Güzel bir bahane olmuştu bana. "Ah, üzgünüm... Aradığımız kriterlerde iş tecrübesi de vardı."
Pek endişe etmiş gibi durmuyordu genç adam. Etrafı süzdü ve başıyla selam vererek çıktı odadan.
İki elimi yanlara açıp Betül'e baktım. "Görüyor musun?
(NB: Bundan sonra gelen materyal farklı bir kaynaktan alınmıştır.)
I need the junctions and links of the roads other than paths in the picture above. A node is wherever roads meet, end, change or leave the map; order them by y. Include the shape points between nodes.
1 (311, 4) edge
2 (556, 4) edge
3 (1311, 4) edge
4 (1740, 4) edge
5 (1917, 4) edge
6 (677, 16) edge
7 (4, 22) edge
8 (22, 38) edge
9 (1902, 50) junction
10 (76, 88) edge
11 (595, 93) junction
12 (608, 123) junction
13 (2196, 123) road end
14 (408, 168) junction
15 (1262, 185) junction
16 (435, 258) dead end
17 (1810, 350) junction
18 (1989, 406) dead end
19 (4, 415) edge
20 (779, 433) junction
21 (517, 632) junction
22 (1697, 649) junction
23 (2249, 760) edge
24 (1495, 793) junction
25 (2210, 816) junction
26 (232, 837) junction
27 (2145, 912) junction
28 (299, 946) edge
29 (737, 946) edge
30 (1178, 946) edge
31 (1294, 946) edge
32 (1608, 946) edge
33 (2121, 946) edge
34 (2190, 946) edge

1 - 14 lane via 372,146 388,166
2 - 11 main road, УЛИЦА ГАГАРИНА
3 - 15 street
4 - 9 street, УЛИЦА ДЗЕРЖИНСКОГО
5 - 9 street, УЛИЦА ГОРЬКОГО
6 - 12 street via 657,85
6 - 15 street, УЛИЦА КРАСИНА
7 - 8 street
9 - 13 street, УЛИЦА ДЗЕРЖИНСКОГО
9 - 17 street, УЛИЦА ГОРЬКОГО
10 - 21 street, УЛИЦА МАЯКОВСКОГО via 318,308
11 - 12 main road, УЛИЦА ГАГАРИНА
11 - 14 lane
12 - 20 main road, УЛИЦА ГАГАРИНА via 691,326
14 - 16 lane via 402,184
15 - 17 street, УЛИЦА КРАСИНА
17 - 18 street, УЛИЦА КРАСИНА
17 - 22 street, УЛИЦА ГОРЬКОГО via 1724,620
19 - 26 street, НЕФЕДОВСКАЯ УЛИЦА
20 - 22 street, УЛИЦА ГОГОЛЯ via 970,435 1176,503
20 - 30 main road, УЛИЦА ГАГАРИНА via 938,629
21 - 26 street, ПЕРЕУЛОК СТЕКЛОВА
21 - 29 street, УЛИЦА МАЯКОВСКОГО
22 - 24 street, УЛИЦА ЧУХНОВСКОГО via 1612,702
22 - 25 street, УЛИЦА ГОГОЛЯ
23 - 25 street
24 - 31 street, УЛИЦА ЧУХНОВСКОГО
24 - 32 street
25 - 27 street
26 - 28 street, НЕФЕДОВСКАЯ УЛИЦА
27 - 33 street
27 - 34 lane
Ne güzel hallediyorum, bak!"
"Sıradaki!" diye bağırdığımda, kapı aniden açıldı ve içeriye Uygar girdi.
Elleri belinde, öfkeden dönmüş gözleriyle baktı bana. "Bu ne demek oluyor şimdi Mine?"
"Asıl bu ne demek oluyor Uygarcığım?" masanın üstündeki kağıdı buruşturup üstüne fırlattım. "Patronunun ofisini böyle basamazsın, her açıdan mantıksız."
"Bu işi dalgaya alman büyük hata Mine!"
"Bence senin, beni ciddiye almaman büyük hataydı Uygar."
Elini öfkeyle başına vurdu. İleri geri yürürken söyleniyordu aynı anda. "Eylemlerinin sonuçlarını hiç düşünmüyorsun. Burada seçeceğin adamın tam nitelikli olması gerek! Nasıl insanların peşine takıldığını unuttun galiba. Ya yetkin olmayan birinde karar kılarsan?"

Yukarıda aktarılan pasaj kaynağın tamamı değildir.